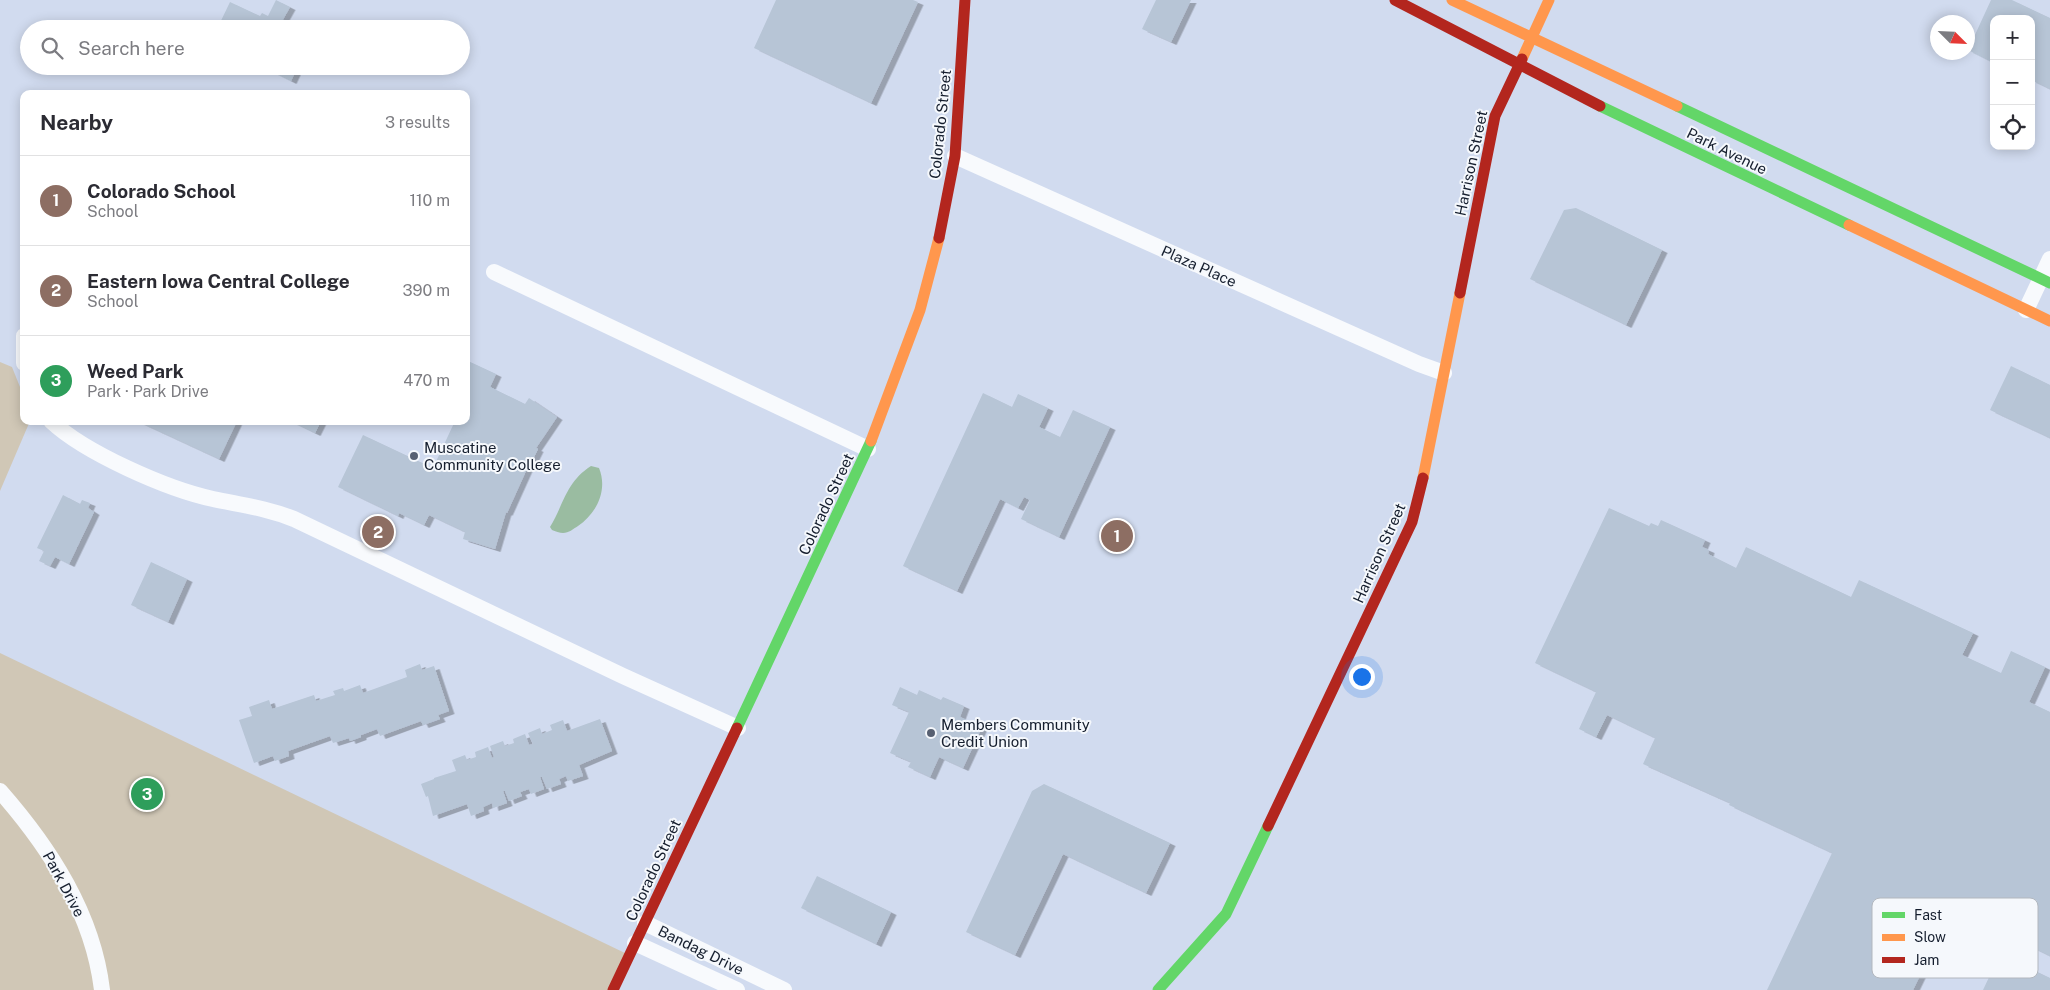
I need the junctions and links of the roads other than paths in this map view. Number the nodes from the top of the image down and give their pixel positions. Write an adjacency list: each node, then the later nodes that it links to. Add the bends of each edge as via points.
1 (965, 0): 7 (street, Colorado Street)
2 (1396, 0): 6 (street, Park Avenue)
3 (1452, 0): 5 (street, Park Avenue)
4 (1549, 0): 5 (street, Harrison Street)
5 (1531, 37): 6 (street, Harrison Street); 10 (street, Park Avenue)
6 (1518, 65): 11 (street, Park Avenue); 13 (street, Harrison Street, via 1495,116)
7 (954, 156): 13 (street, Plaza Place); 15 (street, Colorado Street, via 936,252 920,310)
8 (2050, 259): 10 (street)
9 (494, 272): 15 (street)
10 (2046, 281): 11 (street)
11 (2026, 310): 12 (street, Park Avenue)
12 (2050, 321)
13 (1444, 373): 24 (street, Harrison Street, via 1412,522 1226,914)
14 (57, 425): 16 (street, via 97,452 187,492 255,506 294,519)
15 (868, 449): 16 (street, Colorado Street)
16 (738, 728): 18 (street, Colorado Street)
17 (0, 792): 20 (street, Park Drive, via 55,861 75,899 98,964)
18 (645, 923): 19 (street, Colorado Street); 23 (street, Bandag Drive)
19 (635, 942): 21 (street, Colorado Street); 22 (street, Bandag Drive)
20 (102, 990)
21 (613, 990)
22 (737, 990)
23 (784, 990)
24 (1158, 990)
_ _ _ _ _
#### Work instructions
Go through the data and return every word of it verbatim, leaving out the pictures.

#### Solution to the problem
I need the junctions and links of the roads other than paths in this map view. Number the nodes from the top of the image down and give their pixel positions. Write an adjacency list: each node, then the later nodes that it links to. Add the bends of each edge as via points.
1 (965, 0): 7 (street, Colorado Street)
2 (1396, 0): 6 (street, Park Avenue)
3 (1452, 0): 5 (street, Park Avenue)
4 (1549, 0): 5 (street, Harrison Street)
5 (1531, 37): 6 (street, Harrison Street); 10 (street, Park Avenue)
6 (1518, 65): 11 (street, Park Avenue); 13 (street, Harrison Street, via 1495,116)
7 (954, 156): 13 (street, Plaza Place); 15 (street, Colorado Street, via 936,252 920,310)
8 (2050, 259): 10 (street)
9 (494, 272): 15 (street)
10 (2046, 281): 11 (street)
11 (2026, 310): 12 (street, Park Avenue)
12 (2050, 321)
13 (1444, 373): 24 (street, Harrison Street, via 1412,522 1226,914)
14 (57, 425): 16 (street, via 97,452 187,492 255,506 294,519)
15 (868, 449): 16 (street, Colorado Street)
16 (738, 728): 18 (street, Colorado Street)
17 (0, 792): 20 (street, Park Drive, via 55,861 75,899 98,964)
18 (645, 923): 19 (street, Colorado Street); 23 (street, Bandag Drive)
19 (635, 942): 21 (street, Colorado Street); 22 (street, Bandag Drive)
20 (102, 990)
21 (613, 990)
22 (737, 990)
23 (784, 990)
24 (1158, 990)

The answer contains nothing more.